**Requirement**
Please give the entries below again exactly, omitting every picture.

Saved data entries:
※

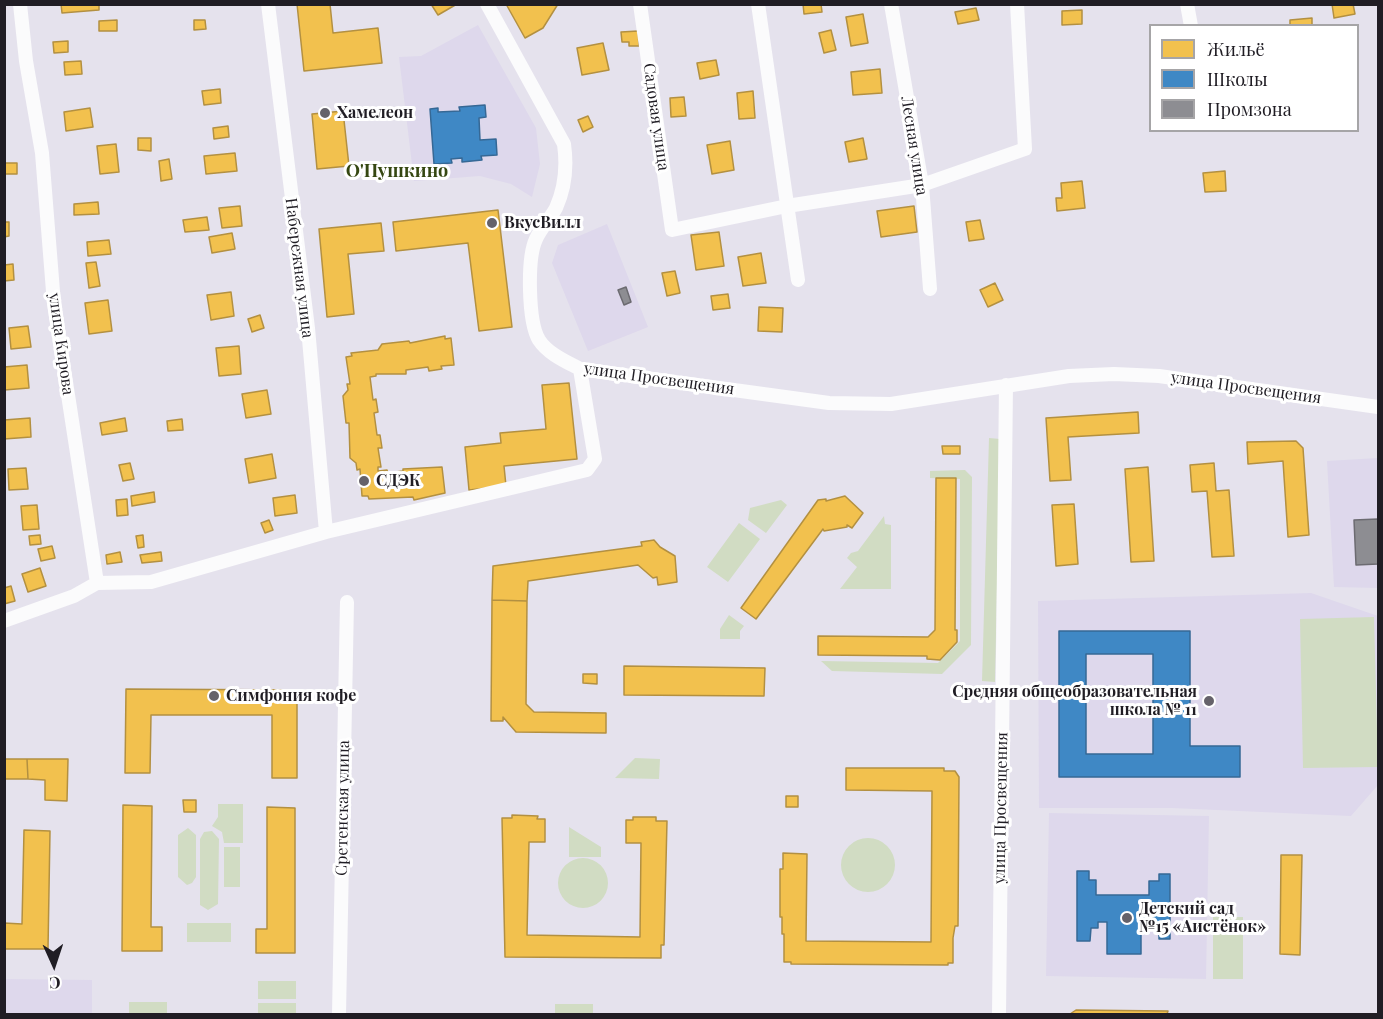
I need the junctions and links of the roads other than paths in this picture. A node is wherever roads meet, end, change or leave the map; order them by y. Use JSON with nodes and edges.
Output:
{"nodes":[{"id":1,"x":20,"y":4,"type":"edge"},
{"id":2,"x":268,"y":4,"type":"edge"},
{"id":3,"x":487,"y":4,"type":"edge"},
{"id":4,"x":640,"y":4,"type":"edge"},
{"id":5,"x":758,"y":4,"type":"edge"},
{"id":6,"x":891,"y":4,"type":"edge"},
{"id":7,"x":1017,"y":4,"type":"edge"},
{"id":8,"x":1187,"y":4,"type":"edge"},
{"id":9,"x":1191,"y":24,"type":"edge"},
{"id":10,"x":922,"y":185,"type":"junction"},
{"id":11,"x":787,"y":206,"type":"junction"},
{"id":12,"x":798,"y":280,"type":"dead end"},
{"id":13,"x":930,"y":289,"type":"dead end"},
{"id":14,"x":580,"y":369,"type":"junction"},
{"id":15,"x":1006,"y":385,"type":"junction"},
{"id":16,"x":1378,"y":407,"type":"edge"},
{"id":17,"x":326,"y":532,"type":"junction"},
{"id":18,"x":97,"y":583,"type":"junction"},
{"id":19,"x":346,"y":602,"type":"dead end"},
{"id":20,"x":4,"y":621,"type":"edge"},
{"id":21,"x":339,"y":1014,"type":"edge"},
{"id":22,"x":999,"y":1014,"type":"edge"}],
"edges":[{"from":1,"to":18,"type":"street","name":"улица Кирова"},
{"from":2,"to":17,"type":"street","name":"Набережная улица"},
{"from":3,"to":14,"type":"street","name":"улица Просвещения"},
{"from":4,"to":11,"type":"street","name":"Садовая улица"},
{"from":5,"to":11,"type":"street"},
{"from":6,"to":10,"type":"street","name":"Лесная улица"},
{"from":7,"to":10,"type":"street"},
{"from":8,"to":9,"type":"street"},
{"from":10,"to":11,"type":"street"},
{"from":10,"to":13,"type":"street","name":"Лесная улица"},
{"from":11,"to":12,"type":"street"},
{"from":14,"to":15,"type":"street","name":"улица Просвещения"},
{"from":14,"to":17,"type":"street"},
{"from":15,"to":16,"type":"street","name":"улица Просвещения"},
{"from":15,"to":22,"type":"street","name":"улица Просвещения"},
{"from":17,"to":18,"type":"street"},
{"from":18,"to":20,"type":"street"},
{"from":19,"to":21,"type":"street","name":"Сретенская улица"}]}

※

**Task answer**
I need the junctions and links of the roads other than paths in this picture. A node is wherever roads meet, end, change or leave the map; order them by y. Use JSON with nodes and edges.
Output:
{"nodes":[{"id":1,"x":20,"y":4,"type":"edge"},
{"id":2,"x":268,"y":4,"type":"edge"},
{"id":3,"x":487,"y":4,"type":"edge"},
{"id":4,"x":640,"y":4,"type":"edge"},
{"id":5,"x":758,"y":4,"type":"edge"},
{"id":6,"x":891,"y":4,"type":"edge"},
{"id":7,"x":1017,"y":4,"type":"edge"},
{"id":8,"x":1187,"y":4,"type":"edge"},
{"id":9,"x":1191,"y":24,"type":"edge"},
{"id":10,"x":922,"y":185,"type":"junction"},
{"id":11,"x":787,"y":206,"type":"junction"},
{"id":12,"x":798,"y":280,"type":"dead end"},
{"id":13,"x":930,"y":289,"type":"dead end"},
{"id":14,"x":580,"y":369,"type":"junction"},
{"id":15,"x":1006,"y":385,"type":"junction"},
{"id":16,"x":1378,"y":407,"type":"edge"},
{"id":17,"x":326,"y":532,"type":"junction"},
{"id":18,"x":97,"y":583,"type":"junction"},
{"id":19,"x":346,"y":602,"type":"dead end"},
{"id":20,"x":4,"y":621,"type":"edge"},
{"id":21,"x":339,"y":1014,"type":"edge"},
{"id":22,"x":999,"y":1014,"type":"edge"}],
"edges":[{"from":1,"to":18,"type":"street","name":"улица Кирова"},
{"from":2,"to":17,"type":"street","name":"Набережная улица"},
{"from":3,"to":14,"type":"street","name":"улица Просвещения"},
{"from":4,"to":11,"type":"street","name":"Садовая улица"},
{"from":5,"to":11,"type":"street"},
{"from":6,"to":10,"type":"street","name":"Лесная улица"},
{"from":7,"to":10,"type":"street"},
{"from":8,"to":9,"type":"street"},
{"from":10,"to":11,"type":"street"},
{"from":10,"to":13,"type":"street","name":"Лесная улица"},
{"from":11,"to":12,"type":"street"},
{"from":14,"to":15,"type":"street","name":"улица Просвещения"},
{"from":14,"to":17,"type":"street"},
{"from":15,"to":16,"type":"street","name":"улица Просвещения"},
{"from":15,"to":22,"type":"street","name":"улица Просвещения"},
{"from":17,"to":18,"type":"street"},
{"from":18,"to":20,"type":"street"},
{"from":19,"to":21,"type":"street","name":"Сретенская улица"}]}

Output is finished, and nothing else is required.